Exercise directions ▸ Work out how many lines below hold the string "main" and state only that figure.

Records provided ▸
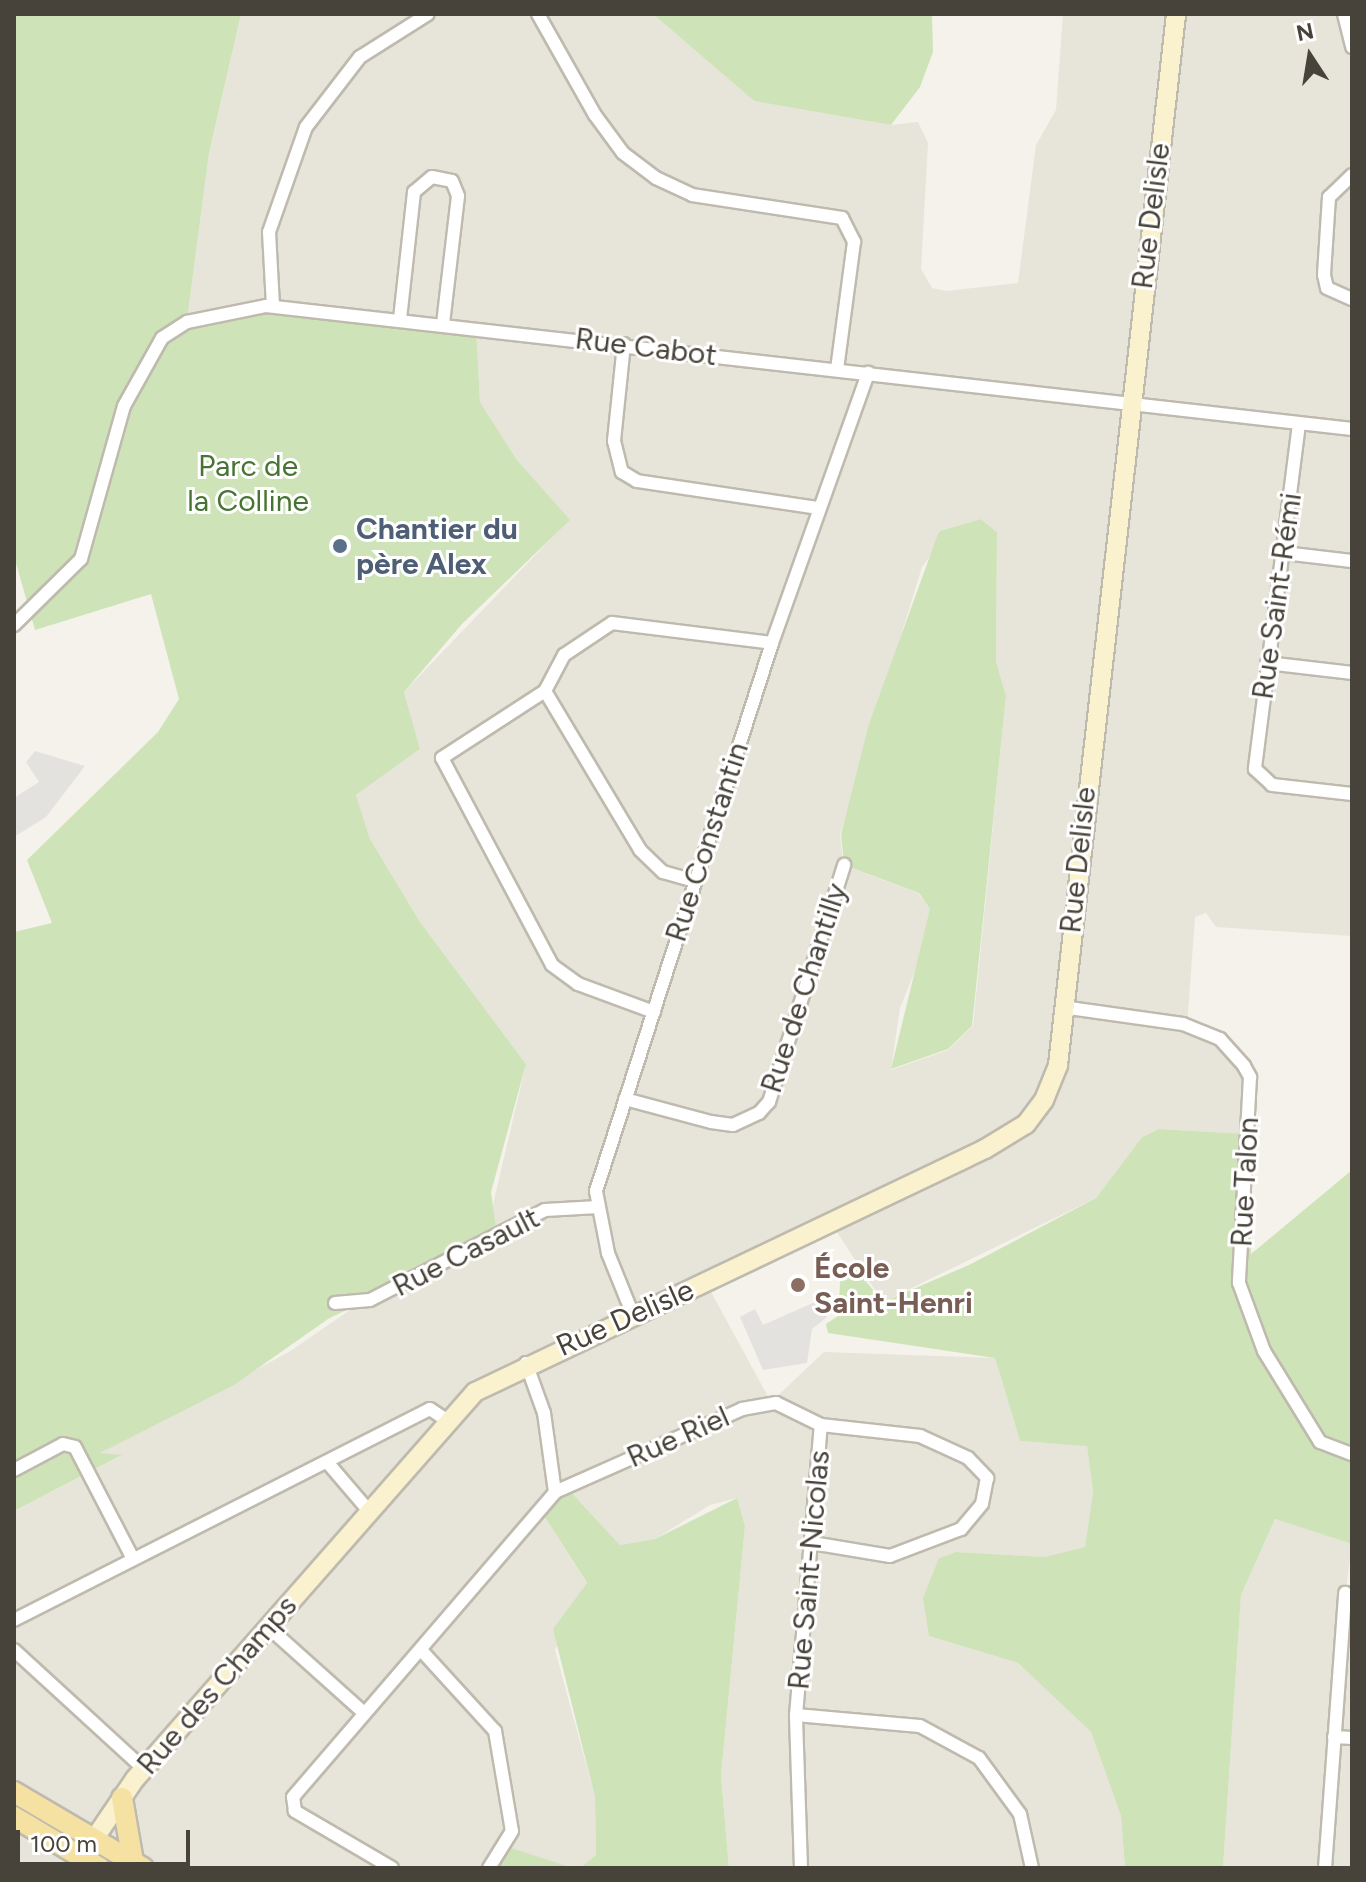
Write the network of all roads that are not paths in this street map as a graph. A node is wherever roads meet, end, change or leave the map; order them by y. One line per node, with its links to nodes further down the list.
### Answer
1 (428, 14): 8 (street)
2 (538, 14): 12 (street)
3 (1176, 14): 14 (street, Rue Delisle)
4 (1344, 14): 5 (street)
5 (1352, 47)
6 (1352, 175): 7 (street)
7 (1352, 299)
8 (273, 306): 9 (street, Rue Cabot); 20 (street, Rue Cabot)
9 (400, 319): 10 (street, Rue Cabot); 10 (street)
10 (443, 323): 11 (street, Rue Cabot)
11 (624, 344): 12 (street, Rue Cabot); 17 (street)
12 (837, 369): 13 (street, Rue Cabot)
13 (868, 373): 14 (street, Rue Cabot); 17 (street, Rue Constantin)
14 (1127, 404): 15 (street, Rue Cabot); 28 (street, Rue Delisle)
15 (1299, 424): 16 (street, Rue Cabot); 18 (street, Rue Saint-Rémi)
16 (1352, 429)
17 (818, 508): 21 (street, Rue Constantin)
18 (1284, 553): 19 (street); 22 (street, Rue Saint-Rémi)
19 (1352, 561)
20 (14, 625)
21 (772, 643): 24 (street); 27 (street, Rue Constantin)
22 (1267, 663): 23 (street); 25 (street, Rue Saint-Rémi)
23 (1352, 673)
24 (545, 691): 27 (street); 29 (street)
25 (1352, 794)
26 (844, 865): 30 (street, Rue de Chantilly)
27 (694, 881): 29 (street, Rue Constantin)
28 (1062, 1007): 33 (street, Rue Delisle); 38 (street, Rue Talon)
29 (654, 1012): 30 (street, Rue Constantin)
30 (625, 1099): 31 (street, Rue Constantin)
31 (598, 1207): 32 (street, Rue Casault); 33 (street)
32 (335, 1303)
33 (633, 1315): 34 (street, Rue Delisle)
34 (526, 1363): 35 (street, Rue Delisle); 41 (street)
35 (505, 1373): 36 (street, Rue des Champs)
36 (448, 1421): 39 (street); 42 (street, Rue des Champs)
37 (821, 1425): 41 (street, Rue Riel); 43 (street, Rue Saint-Nicolas); 43 (street, Rue Riel)
38 (1352, 1454)
39 (327, 1462): 42 (street); 44 (street)
40 (14, 1470): 44 (street)
41 (555, 1492): 49 (street, Rue Riel)
42 (368, 1510): 47 (street, Rue des Champs)
43 (812, 1543): 51 (street, Rue Saint-Nicolas)
44 (133, 1559): 46 (street)
45 (1345, 1593): 52 (street)
46 (14, 1620)
47 (267, 1626): 50 (street); 54 (street, Rue des Champs)
48 (14, 1650): 54 (street)
49 (421, 1650): 50 (street, Rue Riel); 62 (street)
50 (364, 1713): 61 (street, Rue Riel)
51 (796, 1715): 63 (street, Rue Saint-Nicolas); 64 (street, Rue Saint-Nicolas)
52 (1334, 1737): 53 (street); 65 (street)
53 (1352, 1738)
54 (144, 1769): 56 (street, Rue des Champs)
55 (14, 1792): 58 (main road)
56 (122, 1798): 58 (street, Rue des Champs); 60 (main road)
57 (14, 1817): 59 (main road)
58 (93, 1839): 59 (street, Rue des Champs); 60 (main road)
59 (86, 1865)
60 (138, 1865)
61 (392, 1868)
62 (489, 1868)
63 (801, 1868)
64 (1032, 1868)
65 (1325, 1868)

Answer to the problem ▸ 4